2006 film by V. Ravichandran

Hatavadi is a 2006 Indian Kannada- language musical drama film written and directed by V. Ravichandran. He stars in the lead role opposite Radhika. In addition to directing the film and acting, Ravichandran also took roles of the film's dialogue-writer, screenwriter, composer, lyricist and editor.

==Cast==

- Ravichandran as Balu
- Radhika as Amisha
- Sharan
- Doddanna
- Lakshman
- K. S. L. Swamy
- Vinaya Prasad
- Padmaja Rao
- Ramesh Bhat
- Sadashiva Brahmavar
- Mandeep Roy
- Mukhyamantri Chandru
- Avinash
- Chitra Shenoy
- Bank Janardhan
- Rekha Das
- M. N. Lakshmi Devi
- Om Prakash Rao
- Damini
- B. V. Radha
- Dayanand

==Production==
Following his 2005 film Aham Premasmi, Ravichandran announced that he would be directing Hatavadi, though the formal announcement of the film came seven months after its launch.
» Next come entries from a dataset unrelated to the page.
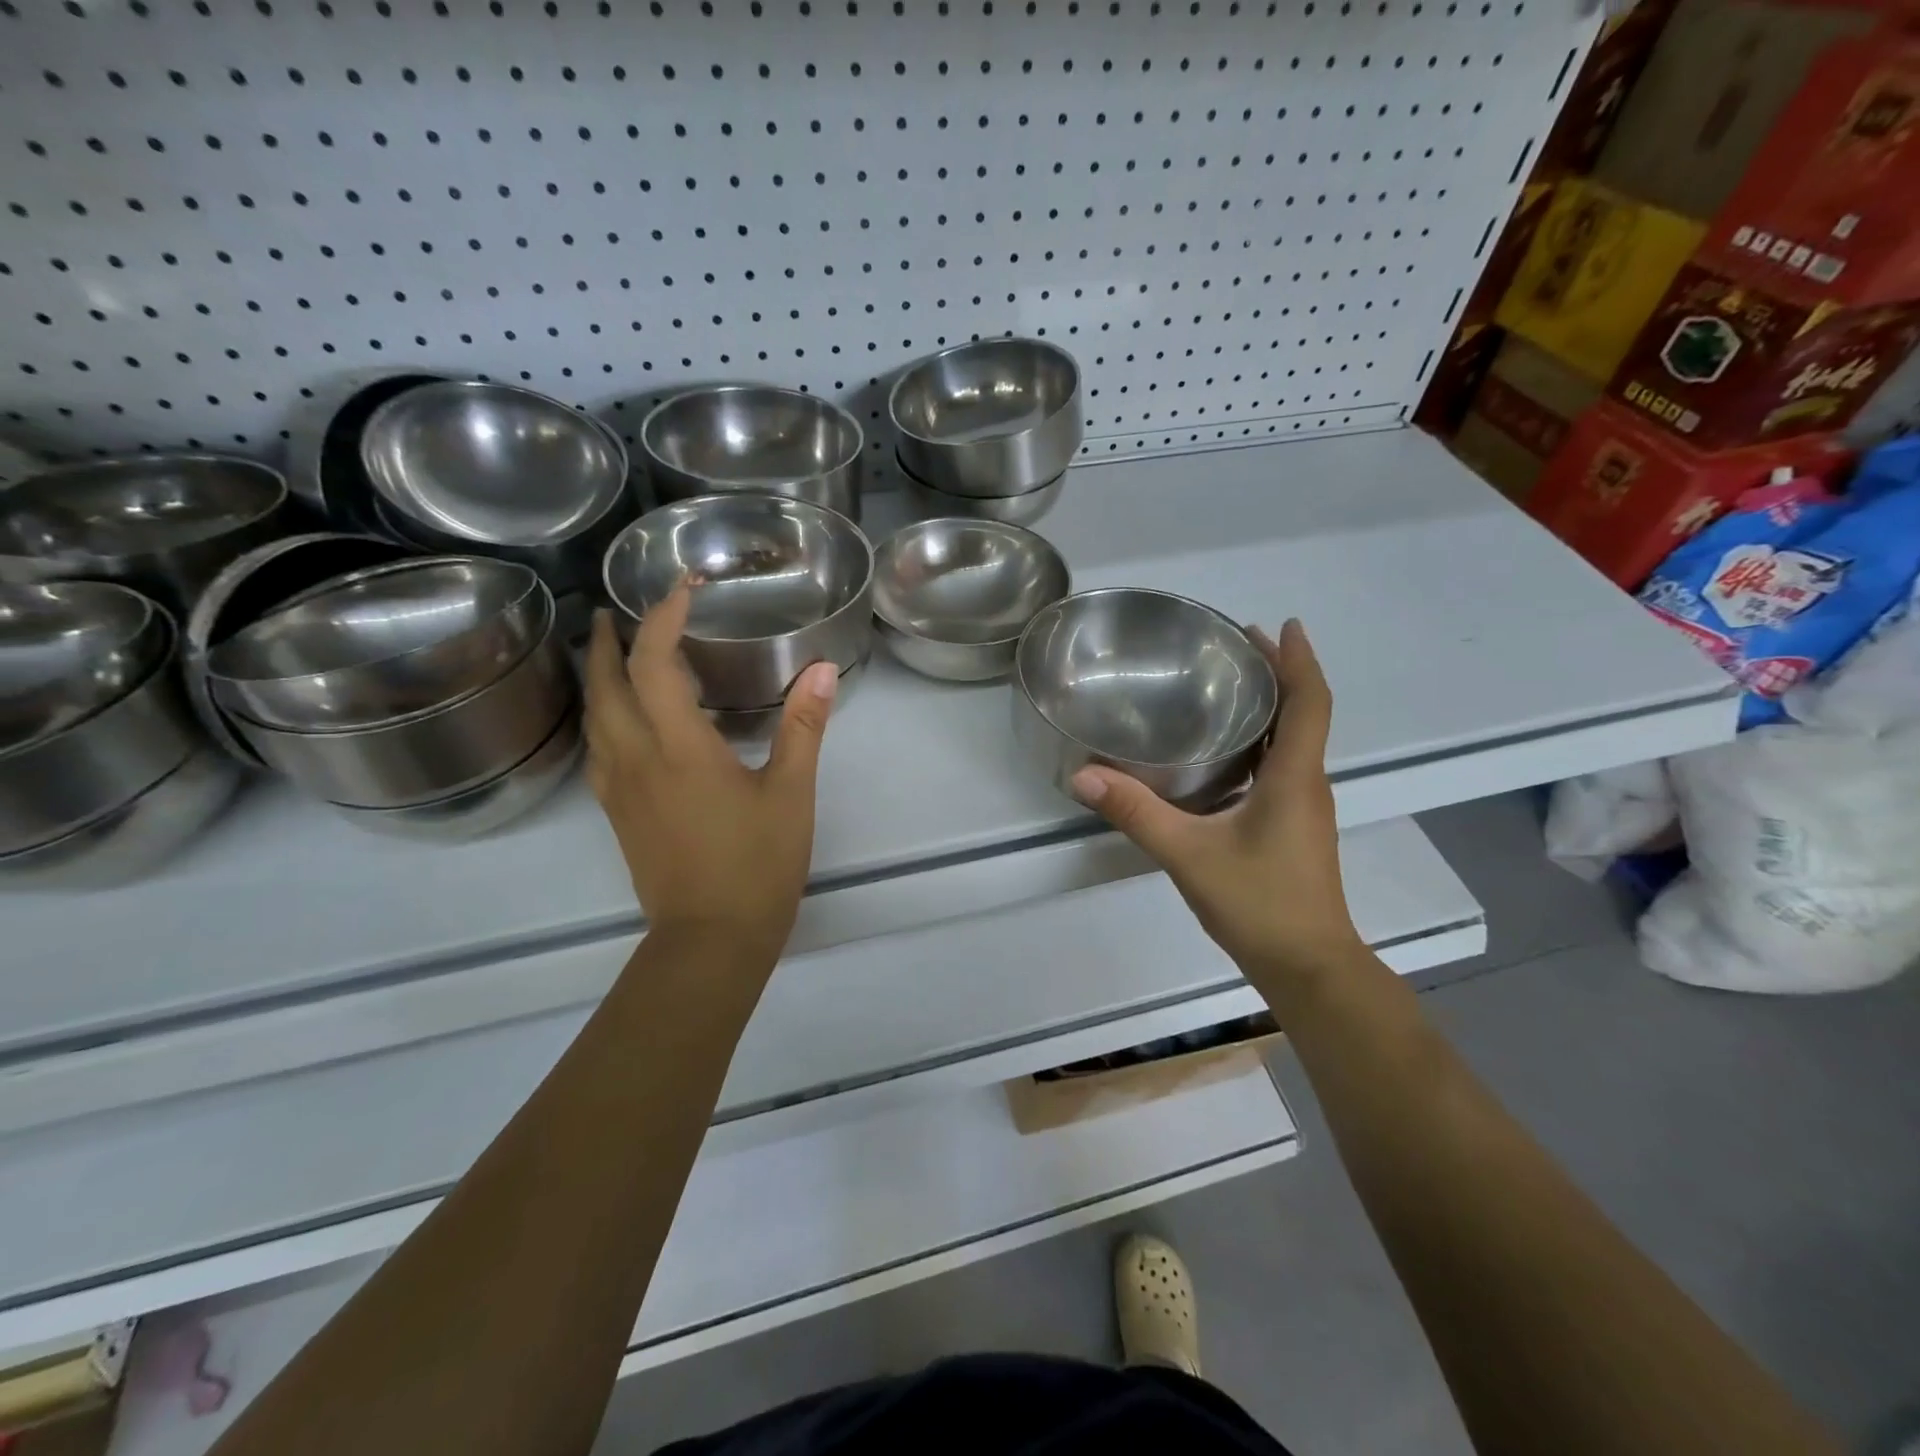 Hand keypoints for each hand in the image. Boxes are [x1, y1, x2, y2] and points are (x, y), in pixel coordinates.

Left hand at [584, 583, 836, 966]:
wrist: (710, 940)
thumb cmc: (757, 865)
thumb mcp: (791, 794)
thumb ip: (803, 728)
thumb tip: (821, 671)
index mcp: (678, 747)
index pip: (654, 663)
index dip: (663, 618)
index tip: (684, 588)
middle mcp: (635, 758)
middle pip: (603, 683)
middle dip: (607, 640)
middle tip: (618, 612)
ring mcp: (618, 789)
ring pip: (592, 716)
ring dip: (597, 676)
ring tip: (613, 654)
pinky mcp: (618, 813)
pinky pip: (596, 747)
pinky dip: (602, 715)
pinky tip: (621, 720)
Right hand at [1071, 619, 1364, 999]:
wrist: (1308, 967)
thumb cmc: (1259, 903)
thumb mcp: (1187, 854)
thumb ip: (1135, 813)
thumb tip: (1083, 775)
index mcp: (1294, 777)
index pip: (1309, 702)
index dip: (1299, 659)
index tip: (1282, 625)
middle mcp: (1307, 783)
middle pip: (1304, 713)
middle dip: (1278, 674)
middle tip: (1235, 645)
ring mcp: (1303, 808)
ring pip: (1293, 742)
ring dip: (1270, 708)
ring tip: (1226, 687)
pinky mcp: (1293, 828)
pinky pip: (1281, 768)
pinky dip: (1260, 743)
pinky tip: (1223, 753) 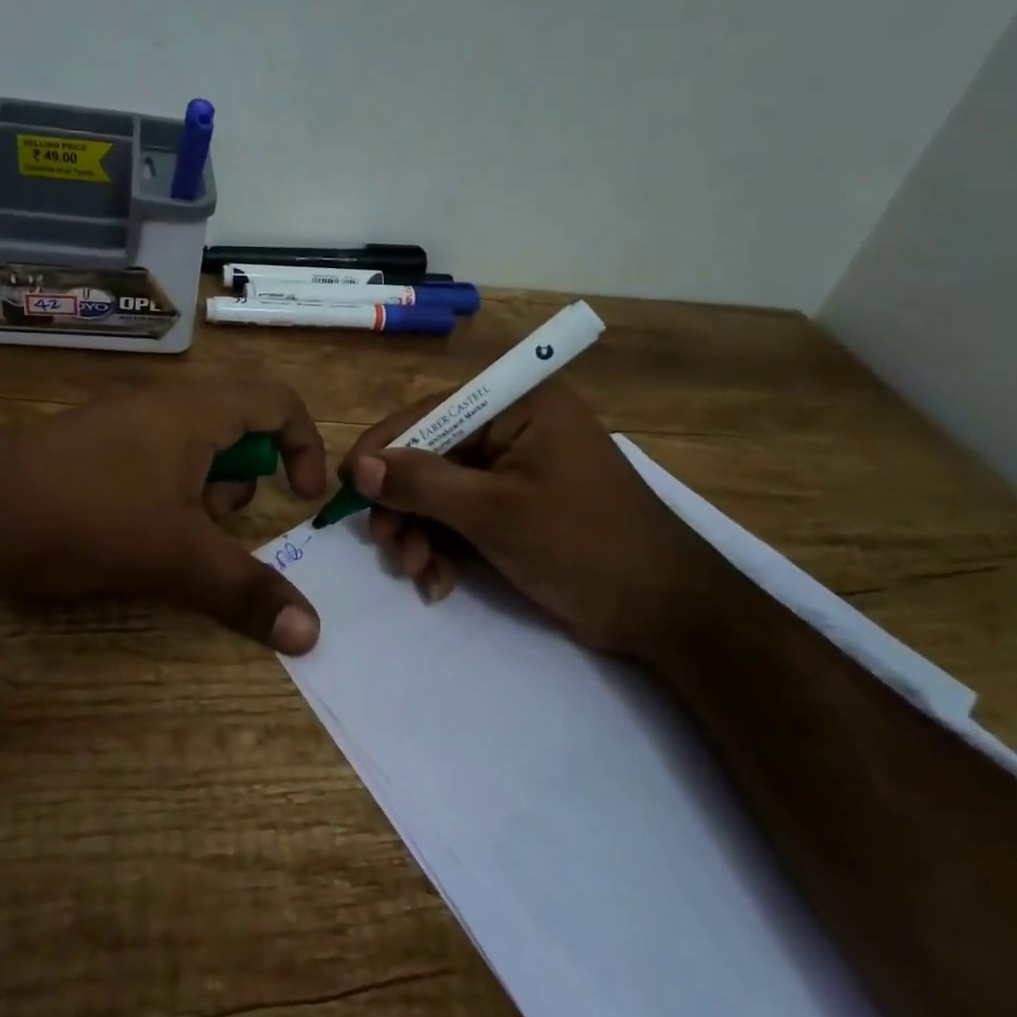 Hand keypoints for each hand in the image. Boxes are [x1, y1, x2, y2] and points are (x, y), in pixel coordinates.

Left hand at [0, 381, 327, 652]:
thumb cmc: (92, 518)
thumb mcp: (178, 557)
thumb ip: (247, 590)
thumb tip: (312, 634)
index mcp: (196, 410)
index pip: (279, 402)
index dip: (304, 446)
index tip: (301, 499)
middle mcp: (162, 403)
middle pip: (236, 428)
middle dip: (240, 483)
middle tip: (215, 525)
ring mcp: (121, 419)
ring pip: (192, 446)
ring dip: (200, 492)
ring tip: (170, 534)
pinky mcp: (90, 444)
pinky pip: (152, 456)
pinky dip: (163, 491)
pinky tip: (130, 529)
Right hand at [341, 383, 724, 655]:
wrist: (667, 612)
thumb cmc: (582, 545)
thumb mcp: (493, 512)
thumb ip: (422, 483)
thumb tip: (361, 467)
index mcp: (521, 404)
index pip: (433, 411)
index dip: (386, 447)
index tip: (348, 485)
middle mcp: (517, 426)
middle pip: (434, 454)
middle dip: (407, 505)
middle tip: (388, 546)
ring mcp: (519, 468)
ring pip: (445, 490)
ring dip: (423, 532)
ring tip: (417, 573)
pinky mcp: (521, 505)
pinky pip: (466, 514)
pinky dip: (447, 546)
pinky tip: (440, 581) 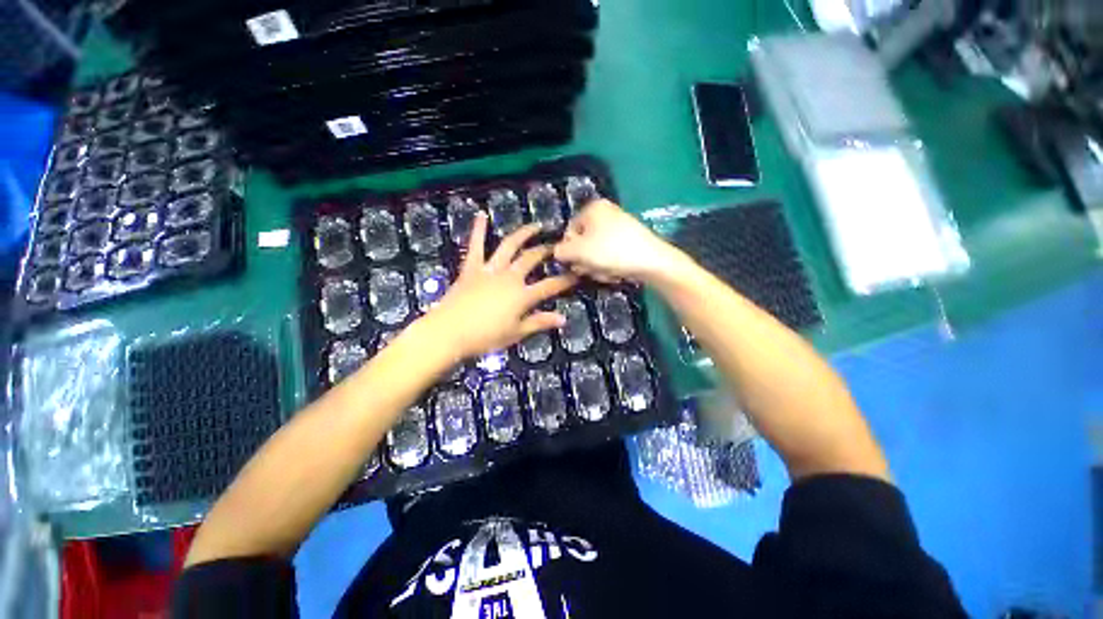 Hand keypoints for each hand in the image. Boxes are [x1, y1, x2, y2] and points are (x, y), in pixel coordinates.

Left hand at [424, 213, 577, 358]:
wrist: (449, 332)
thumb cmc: (485, 337)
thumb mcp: (516, 333)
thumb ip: (539, 322)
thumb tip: (563, 319)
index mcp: (522, 295)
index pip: (550, 286)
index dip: (565, 280)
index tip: (577, 273)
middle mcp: (510, 277)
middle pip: (532, 259)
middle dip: (547, 251)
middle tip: (557, 245)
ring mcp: (490, 270)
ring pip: (509, 246)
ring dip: (523, 234)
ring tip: (535, 226)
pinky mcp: (471, 268)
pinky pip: (476, 245)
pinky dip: (478, 230)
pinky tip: (481, 215)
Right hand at [554, 199, 687, 283]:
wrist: (652, 261)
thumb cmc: (611, 252)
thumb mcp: (579, 251)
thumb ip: (561, 251)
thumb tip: (557, 252)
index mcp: (593, 208)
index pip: (569, 231)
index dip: (570, 251)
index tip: (577, 264)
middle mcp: (605, 213)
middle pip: (583, 242)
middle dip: (585, 260)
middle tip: (591, 270)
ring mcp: (619, 226)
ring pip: (596, 251)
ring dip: (596, 266)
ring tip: (606, 272)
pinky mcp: (629, 240)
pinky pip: (610, 253)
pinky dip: (610, 265)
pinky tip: (616, 272)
The film was his second directorial under the banner Sandesh Combines, after Mommaga (1997).

==Soundtrack==

Ravichandran composed the music for the soundtracks also writing its lyrics. The album consists of eight soundtracks.

Track listing
| No. | Title | Lyrics | Singer(s) | Length |
|---|---|---|---|---|
| 1. | "Aata Hudugatavo" | Ravichandran | Shankar Mahadevan | 5:50 |
| 2. | "Chali Chali" | Ravichandran | S. P. Balasubrahmanyam, Chithra | 4:27 |
| 3. | "Ee Preethigagi" | Ravichandran | S. P. Balasubrahmanyam | 5:41 |
| 4. | "Mukhadalli Yenide" | Ravichandran | S. P. Balasubrahmanyam | 4:36 |
| 5. | "Oorella Suthi" | Ravichandran | S. P. Balasubrahmanyam | 5:51 |
| 6. | "Thai Thai" | Ravichandran | Udit Narayan, Malathi | 4:29 |
| 7. | "Yaaru Yaaru" | Ravichandran, Chandru | Shankar Mahadevan, C. Aswath, B. Jayashree | 6:37 |
| 8. | "Yaramma Ivalu" | Ravichandran | S. P. Balasubrahmanyam | 4:47 |
| Total length: |  |  |  | 42:18 |

==Critical reception==
Reviewing the film, The Hindu called Hatavadi a "surprise package of entertainment" and added, "Supported by brilliant photography by G.V.S. Sitaram, imposing shot composition, clever screenplay, sharp editing, insightful dialogues at places and simple narration, the film challenges the orthodox method of commercial film making." S. N. Deepak of Deccan Herald calls the film "a simple story of friendship, love, affection and hatred." and adds, "It is also about a man’s determination which makes him achieve what he wished despite obstacles, both societal and physical. There are not many surprises or turns. But Ravichandran has included all elements to please his fans." Writing for Rediff, R. G. Vijayasarathy gave the film a 2/5 rating and said, "[the film] has strong emotional content. The music also plays a major role in elevating the quality of the film." He concluded praising the performance of Radhika and writes, "... it is to Radhika's credit that she stands up to a superb performance. Her emotions are perfect and she is presented very well on screen."